La renaissance et la réforme vont modifier les habitudes alimentaires en profondeurs. Le XVI e siècle est aussi une époque de refroidissement. Ce sera le « petit âge glacière » qui culminera au XVIIIe siècle. La différence des moyennes de température entre l’optimum médiéval (période la plus chaude au moyen âge entre le Xe et le XIII e siècle) et la période la plus froide du petit âge glacière est entre 0,5°C et 1°C.

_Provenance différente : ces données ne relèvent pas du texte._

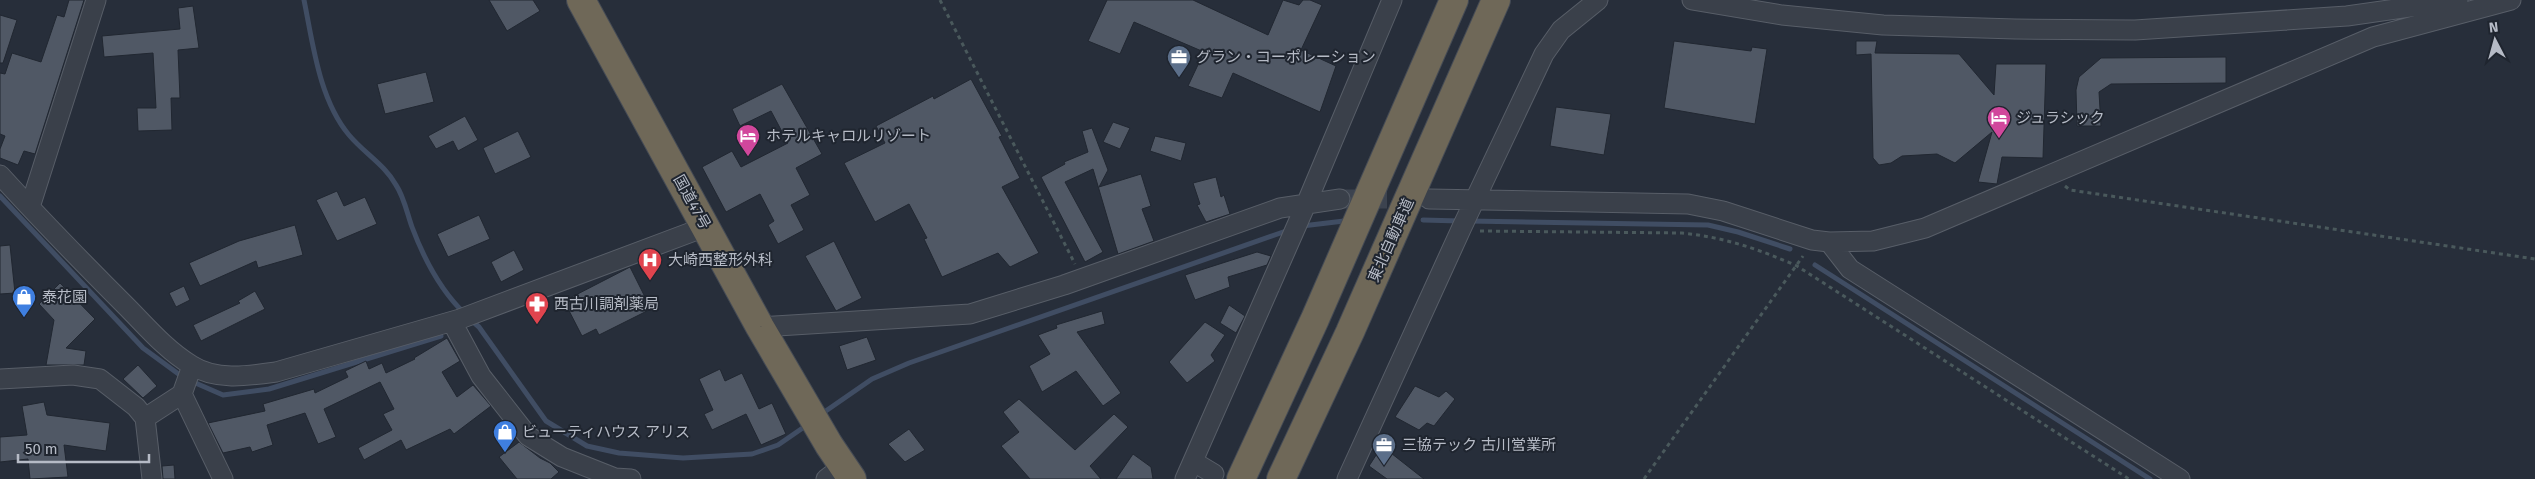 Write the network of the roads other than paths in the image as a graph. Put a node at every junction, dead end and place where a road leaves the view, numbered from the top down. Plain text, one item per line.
1 (96, 0) edge
2 (581, 0) edge
3 (1392, 0) edge
4 (1454, 0) edge
5 (1496, 0) edge
6 (1598, 0) edge
7 (1692, 0) edge
8 (2458, 0) edge
9 (2511, 0) edge
10 (0, 175) edge
11 (1340, 199) tunnel mouth
12 (1429, 199) tunnel mouth
13 (1307, 202) junction
14 (30, 207) junction
15 (1466, 218) junction
16 (705, 227) junction
17 (1821, 241) junction
18 (462, 318) junction
19 (760, 326) junction
20 (0, 379) edge
21 (187, 379) junction
22 (145, 418) junction
23 (1194, 462) junction
24 (838, 467) edge
25 (1214, 474) dead end
26 (621, 478) edge
27 (152, 479) edge
28 (223, 479) edge
29 (1185, 479) edge
30 (1241, 479) edge
31 (1281, 479) edge
32 (1347, 479) edge
33 (2180, 479) edge

1 - 14 street
2 - 16 highway, 国道47号
3 - 13 street
4 - 30 highway
5 - 31 highway, 東北自動車道
6 - 15 street
7 - 8 street
9 - 17 street
10 - 14 street
11 - 13 street
12 - 15 street
13 - 19 street
13 - 23 street
14 - 21 street
15 - 17 street
15 - 32 street
16 - 18 street
16 - 19 highway, 国道47号
17 - 33 street
18 - 21 street
18 - 26 street
19 - 24 highway, 国道47号
20 - 22 street
21 - 22 street
21 - 28 street
22 - 27 street
23 - 25 street
23 - 29 street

Les grandes découvertes vont apporter aux états de Savoie la culture du maïs. Cela donnera des plats comme la Polenta ou la « Polente » en Savoie actuelle et dans le Piémont (de consistance plus ou moins solide ou liquide) et la soupe de Gaude en Bresse (très liquide).
L’autre rupture importante est la réforme protestante puis la contre réforme catholique. Nous savons que la Réforme protestante est adoptée à Genève en 1533 et que Lyon avant d’être un bastion du catholicisme, sera un bastion du protestantisme. Ces derniers n’hésiteront pas vandaliser toutes les églises de la ville. La réforme prônée par Calvin, le « calvinisme » prône un mode de vie très austère y compris dans l’alimentation. La viande y est proscrite. Pour la remplacer et donner malgré tout une illusion de manger de la viande, les genevois cultiveront les « Cardons » : Cynara cardunculus de la famille des Astéracées.
Les catholiques dans une forme de concurrence avec les protestants adopteront l’austérité et les Cardons qui seront finalement cultivés de Genève à Lyon en Savoie et dans l’Ain et deviendront un met de choix surtout pour Noël.
Au XVII e siècle, l’Ain se sépare de la Savoie dont le centre de gravité se trouvera de fait, de plus en plus tiré autours de Turin. Les duc de Savoie vont introduire au XVII/XVIIIe siècles dans la plaine piémontaise qui est souvent inondée, surtout du côté de Verceil, la culture de riz.(Verceil est une ville à l’Est du Piémont qui a été acquise par la Savoie en 1427). Le riz deviendra de ce fait un des plats traditionnels des Savoyards, piémontais et Lombards avec les risottos… La région de Verceil est actuellement la région la plus productrice de riz en Europe.
Et bien sûr à la fin du XVIII e siècle et au début du XIX e siècle, nous voyons apparaître la culture de la pomme de terre qui sauvera définitivement l’Europe de la famine.